The main goal of this repository is demonstrate how you can use Azure Functions to ingest data into your Azure Data Lake.
- Terraform (for infra setup)
- Azure CLI (for infra setup)
- VSCODE with Azure Functions extension
- Python 3.8
Note: You can either use the Azure Functions Core Tools to test, but most of people aren't allowed to install on their company machine
Are used requests
and azure.storage.filedatalake
libs to read from the API and write it on Data lake.

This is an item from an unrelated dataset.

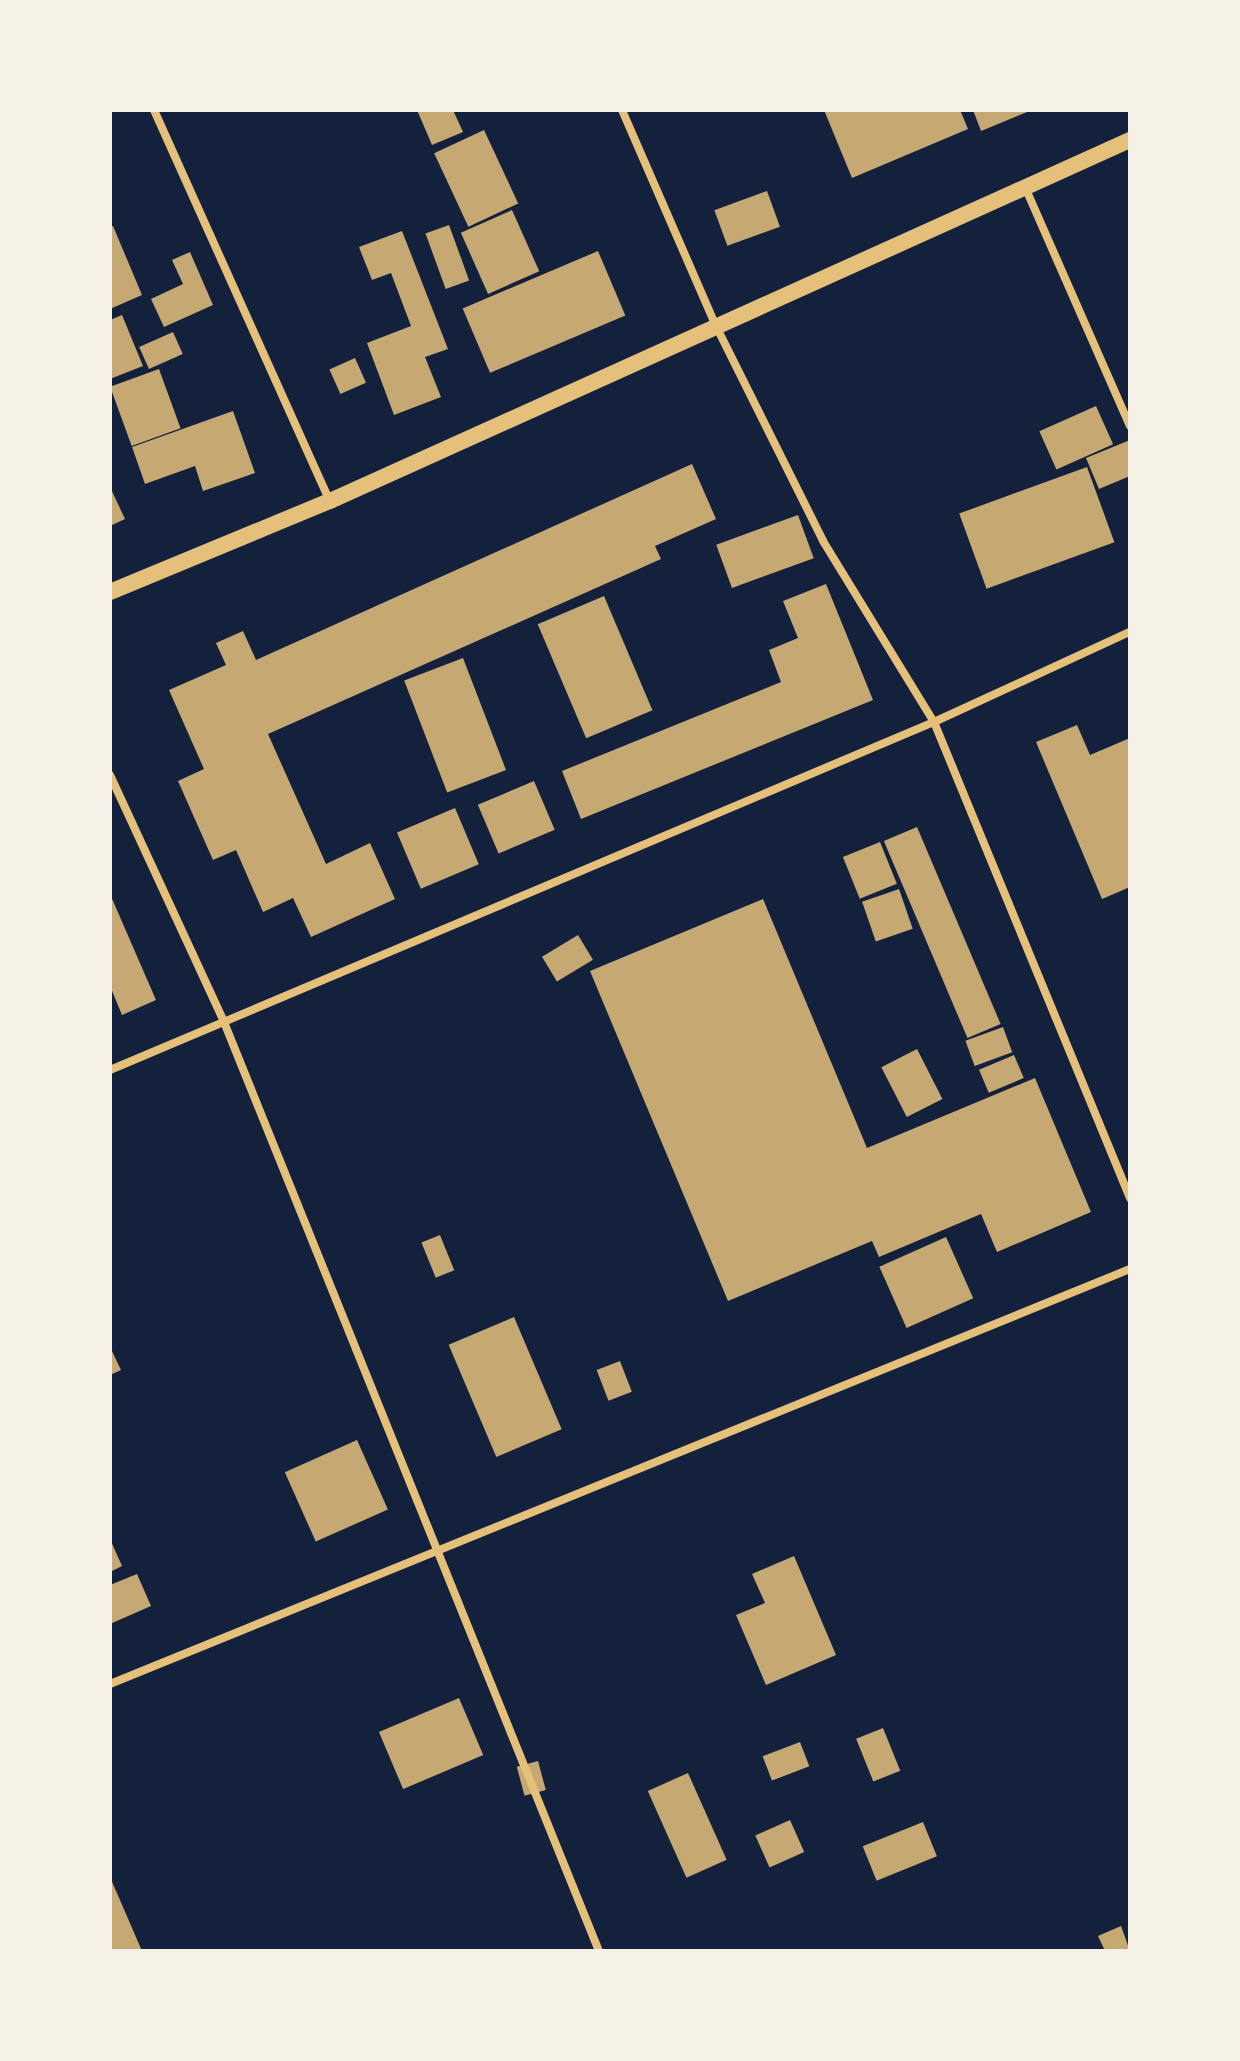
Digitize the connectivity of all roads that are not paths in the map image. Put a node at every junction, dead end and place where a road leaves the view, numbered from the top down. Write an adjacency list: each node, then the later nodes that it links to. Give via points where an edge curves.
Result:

For more information please check: ingestion code
Note: Azure Function context is read-only, to handle the data is used io
lib to make it in memory
Azure Function generate an end-point to make requests and activate the function, this is a good way to integrate with Azure Data Factory.
Get request
GET <Az-Function-endpoint>
Response
{
"docs": "check how to use on https://github.com/otacilio-psf/azure-functions-ingestion#sample-request"
}
Post request
POST <Az-Function-endpoint>
Body
{
"api_name": "nubank",
"url": "https://dadosabertos.nubank.com.br/taxasCartoes/itens"
}
*api_name: need to be a path like, it will used to create folder and file name
Response
{
"status": "success",
"menssage": "raw/nubank/nubank_1662750895.json"
}
git clone https://github.com/otacilio-psf/azure-functions-ingestion
cd azure-functions-ingestion
Follow README inside IaC
Some requirements are expected and created by IaC routine:
- Service Princial with Storage Blob Data Contributor on your Data lake
- Azure Funtions resource created
- Tenant Id, Sp Id Sp secret, Storage Acc name and Cointaner name as Environment variables
- Open VSCODE on Functions folder
- Click on Azure extension > Local Project > Deploy
- Follow the options:
- Login if you haven't
- Select the Function app
- Click on confirmation
We can use Github Actions to Continuous delivery our Azure Function, please check docs.